Liberation Investments L.P.                703,836                 3.4%
11766 Wilshire Blvd
Suite #870
Los Angeles, CA 90025

Liberation Investments Ltd.                413,364                 2.0%
11766 Wilshire Blvd
Suite #870
Los Angeles, CA 90025

Liberation Investments Group LLC          1,117,200                5.4%
11766 Wilshire Blvd
Suite #870
Los Angeles, CA 90025

Emanuel R. Pearlman                       1,117,200                5.4%
11766 Wilshire Blvd
Suite #870
Los Angeles, CA 90025

Lee S. Hillman                               0(4)                    0

Don R. Kornstein                             0(5)                    0

All above parties as a group              1,117,200                5.4%

- ----------

(1)   Based on 20,619,175 shares outstanding as of August 25, 2003, as reported
      in the Company's From 10-K filed with the Securities and Exchange
      Commission on August 29, 2003.

(2)   Liberation Investments Group LLC, a general partner of and discretionary
      investment adviser to Liberation Investments L.P. and Liberation
      Investments Ltd., may be deemed to indirectly beneficially own 1,117,200
      shares (5.4%) of the common stock of the Corporation.

(3)   Mr. Pearlman is the General Manager, Chief Investment Officer and majority
      member of Liberation Investments Group LLC, and as such may be deemed to
      indirectly beneficially own 1,117,200 shares (5.4%) of the common stock of
      the Corporation.

(4)   Mr. Hillman does not own any stock of the Corporation. The Lee S. Hillman
      Revocable Trust, dated May 6, 1994 (the "Hillman Trust") is a limited
      partner in Liberation Investments L.P. On January 15, 2003, the Hillman
      Trust made an initial capital contribution to Liberation Investments L.P.
      in the amount of $100,000. As of August 31, 2003, the Hillman Trust's
      ownership interest in Liberation Investments L.P. was 0.7288%.


                                      -13-


(5)   Mr. Kornstein does not own any stock of the Corporation. Mr. Kornstein,
      together with his wife, are limited partners in Liberation Investments
      L.P. On January 15, 2003, Mr. & Mrs. Kornstein made an initial capital
      contribution to Liberation Investments L.P. in the amount of $100,000. As
      of August 31, 2003, Mr. & Mrs. Kornstein's ownership interest in
      Liberation Investments L.P. was 0.7288%.
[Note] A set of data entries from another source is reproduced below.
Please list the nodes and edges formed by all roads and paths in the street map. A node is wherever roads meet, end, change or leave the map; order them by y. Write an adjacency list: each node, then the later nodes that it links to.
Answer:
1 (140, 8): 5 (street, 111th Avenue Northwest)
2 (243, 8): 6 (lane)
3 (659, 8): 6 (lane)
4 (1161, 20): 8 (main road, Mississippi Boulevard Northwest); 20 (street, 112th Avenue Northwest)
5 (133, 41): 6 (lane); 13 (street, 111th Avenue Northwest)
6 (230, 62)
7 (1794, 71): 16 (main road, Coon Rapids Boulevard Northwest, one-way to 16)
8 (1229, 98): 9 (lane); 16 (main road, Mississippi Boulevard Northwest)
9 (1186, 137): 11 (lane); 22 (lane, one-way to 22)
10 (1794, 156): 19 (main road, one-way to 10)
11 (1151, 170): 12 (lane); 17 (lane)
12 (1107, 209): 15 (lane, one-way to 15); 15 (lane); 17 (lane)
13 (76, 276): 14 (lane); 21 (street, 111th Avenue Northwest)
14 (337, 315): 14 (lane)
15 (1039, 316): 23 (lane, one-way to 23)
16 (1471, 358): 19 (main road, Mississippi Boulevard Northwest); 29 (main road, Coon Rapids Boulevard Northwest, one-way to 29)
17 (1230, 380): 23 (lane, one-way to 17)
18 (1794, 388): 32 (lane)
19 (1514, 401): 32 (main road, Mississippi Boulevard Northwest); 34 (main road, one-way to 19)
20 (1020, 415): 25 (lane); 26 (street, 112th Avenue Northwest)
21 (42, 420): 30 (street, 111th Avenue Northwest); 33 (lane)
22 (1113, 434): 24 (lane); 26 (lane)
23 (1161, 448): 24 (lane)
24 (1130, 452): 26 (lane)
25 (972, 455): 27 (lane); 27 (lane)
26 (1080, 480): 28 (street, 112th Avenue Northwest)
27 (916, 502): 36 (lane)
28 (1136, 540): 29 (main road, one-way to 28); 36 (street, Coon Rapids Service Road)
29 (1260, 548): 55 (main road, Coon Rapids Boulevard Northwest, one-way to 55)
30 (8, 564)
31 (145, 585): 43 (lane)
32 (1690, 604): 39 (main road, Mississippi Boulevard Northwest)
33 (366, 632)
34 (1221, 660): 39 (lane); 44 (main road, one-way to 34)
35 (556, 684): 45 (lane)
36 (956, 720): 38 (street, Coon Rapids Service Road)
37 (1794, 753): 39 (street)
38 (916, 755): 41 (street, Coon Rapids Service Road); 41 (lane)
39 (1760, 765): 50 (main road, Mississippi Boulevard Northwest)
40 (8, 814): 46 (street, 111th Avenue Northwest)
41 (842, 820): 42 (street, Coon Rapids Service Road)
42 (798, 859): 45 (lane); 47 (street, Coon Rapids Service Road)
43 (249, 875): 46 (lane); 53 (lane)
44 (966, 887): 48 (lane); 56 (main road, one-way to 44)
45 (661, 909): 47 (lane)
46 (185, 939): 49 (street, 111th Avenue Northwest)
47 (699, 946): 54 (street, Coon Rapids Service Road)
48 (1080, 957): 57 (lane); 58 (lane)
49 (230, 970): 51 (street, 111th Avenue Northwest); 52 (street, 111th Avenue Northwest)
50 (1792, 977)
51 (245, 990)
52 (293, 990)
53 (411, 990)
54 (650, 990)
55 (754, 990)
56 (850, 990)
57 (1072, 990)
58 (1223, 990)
            Management's proxy statement is expected to set forth information as
to the number and percentage of outstanding shares beneficially owned by (i)
each person known by InterTAN to own more than 5% of the outstanding Common
Stock, (ii) each director of InterTAN, (iii) the Chief Executive Officer and the
four most highly compensated executive officers of InterTAN, and (iv) all
executive officers and directors of InterTAN as a group, and reference is made
thereto for such information.

            INTERTAN ANNUAL REPORT AND MANAGEMENT' S PROXY STATEMENT

            An annual report to stockholders covering InterTAN's fiscal year
ended June 30, 2003, including financial statements, is required to be furnished
to stockholders by the Company. Such annual report does not form any part of the
material for the solicitation of proxies by Liberation.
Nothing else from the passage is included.